Do the following things, my son, so that you may free yourself, because you have fallen into your neighbor’s hands:

Humble yourself, and pester your neighbor.

Free yourself like a gazelle from the hand of a hunter....

How long will you lie there, you lazy bum? When will you get up from your sleep?

“Just a little sleep, just a little slumber, just a little nap.”

Then your poverty will come ⌊to you⌋ like a drifter, and your need will come ⌊to you⌋ like a bandit. (Proverbs 6:2-3, 5, 9-11 GW)

(Context—Proverbs 6:1-11 GW)


An old English proverb says the road to hell is paved with good intentions. Intentions are like ambitions without action. Unless there is follow-through, intentions become rash commitments or poorly conceived plans.

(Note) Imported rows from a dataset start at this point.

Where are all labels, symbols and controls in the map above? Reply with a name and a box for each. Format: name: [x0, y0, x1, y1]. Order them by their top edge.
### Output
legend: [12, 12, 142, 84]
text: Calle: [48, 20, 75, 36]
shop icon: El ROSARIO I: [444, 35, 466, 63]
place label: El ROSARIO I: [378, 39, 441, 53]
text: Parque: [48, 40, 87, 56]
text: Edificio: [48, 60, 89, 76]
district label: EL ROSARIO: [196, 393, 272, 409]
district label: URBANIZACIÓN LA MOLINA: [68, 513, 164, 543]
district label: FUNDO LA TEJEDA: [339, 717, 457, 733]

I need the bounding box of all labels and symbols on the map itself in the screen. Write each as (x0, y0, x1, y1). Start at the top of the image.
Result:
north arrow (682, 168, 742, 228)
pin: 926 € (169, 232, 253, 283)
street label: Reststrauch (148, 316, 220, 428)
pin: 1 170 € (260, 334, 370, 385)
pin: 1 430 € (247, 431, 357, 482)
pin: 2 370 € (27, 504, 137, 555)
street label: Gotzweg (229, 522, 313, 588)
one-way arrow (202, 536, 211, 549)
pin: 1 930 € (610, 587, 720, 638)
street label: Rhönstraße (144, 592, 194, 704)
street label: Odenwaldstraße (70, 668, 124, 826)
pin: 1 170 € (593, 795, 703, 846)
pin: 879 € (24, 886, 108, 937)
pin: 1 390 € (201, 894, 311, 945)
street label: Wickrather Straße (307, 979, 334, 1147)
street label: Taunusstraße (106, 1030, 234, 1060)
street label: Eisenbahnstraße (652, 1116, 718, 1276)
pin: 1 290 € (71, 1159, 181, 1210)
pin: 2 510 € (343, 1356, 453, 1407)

A common example is the New Year's resolution that sounds good and useful but isn't carried out or sustained. Intentions can be rash—not thought through carefully or without consideration of possible consequences.

How often have you told someone you'd pray for them but forgotten to do it? It's embarrassing when you see them and they say, "Thanks for praying for me!" It's then you realize you didn't follow through on your intention to pray.

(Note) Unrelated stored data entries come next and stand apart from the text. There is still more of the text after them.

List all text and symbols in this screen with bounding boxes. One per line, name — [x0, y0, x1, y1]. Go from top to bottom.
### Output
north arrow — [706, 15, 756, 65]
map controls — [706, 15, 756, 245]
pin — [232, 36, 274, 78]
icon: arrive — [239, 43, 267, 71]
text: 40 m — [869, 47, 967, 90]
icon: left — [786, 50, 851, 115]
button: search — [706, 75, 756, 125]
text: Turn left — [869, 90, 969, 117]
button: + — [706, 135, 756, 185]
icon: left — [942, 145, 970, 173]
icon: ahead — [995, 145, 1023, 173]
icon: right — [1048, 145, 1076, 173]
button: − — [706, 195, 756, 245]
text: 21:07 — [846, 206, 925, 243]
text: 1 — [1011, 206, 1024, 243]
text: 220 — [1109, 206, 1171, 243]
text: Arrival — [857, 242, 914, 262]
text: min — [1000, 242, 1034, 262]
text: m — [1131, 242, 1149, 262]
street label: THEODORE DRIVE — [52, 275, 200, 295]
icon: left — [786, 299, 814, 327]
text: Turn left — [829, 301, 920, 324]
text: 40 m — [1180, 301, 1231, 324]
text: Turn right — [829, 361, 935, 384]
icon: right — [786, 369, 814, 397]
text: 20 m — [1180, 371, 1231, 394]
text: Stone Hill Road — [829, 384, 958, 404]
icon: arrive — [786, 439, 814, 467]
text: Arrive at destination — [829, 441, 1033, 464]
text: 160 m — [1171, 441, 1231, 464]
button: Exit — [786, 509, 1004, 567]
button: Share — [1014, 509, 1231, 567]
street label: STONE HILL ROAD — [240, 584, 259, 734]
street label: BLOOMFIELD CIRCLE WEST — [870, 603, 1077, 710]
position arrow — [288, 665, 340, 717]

Neither is writing out a to-do list the same as taking action to do those things.

The two admonitions in these first 11 verses of Chapter 6 may not seem related but they're like intentions—either a rashly made promise or laziness—a lack of ambition and follow through.

In the first situation, the person means well but makes a foolish commitment. The wise thing is to humble oneself at the cost of our pride and annul the promise we can't keep. Better to admit wrong than be proud and foolish.

The second illustration reminds us of the danger of good intentions with no action. When this becomes a habit the consequences are dire. It's like when you get too much sleep—you wake up groggy and unmotivated. Ambition becomes a daydream that never wakes.

Don't make rash promises you can't or won't keep. Don't make a habit of putting off what you need to do. Be wise and be diligent!

You're more likely to be blessed and a blessing to others when you are both wise and diligent.

Reflection—

If you find yourself making rash decisions or committing to things you can't follow through on, then make a point to discipline yourself to think before you speak. Also, discipline yourself to do more than just think about doing something—do it!

Prayer Focus—

Pray for wisdom and include the Lord in your decision making—even with small decisions. Commit your goals, ideas, and plans to the Lord on a daily basis and ask for wisdom and clarity on how to move forward with them.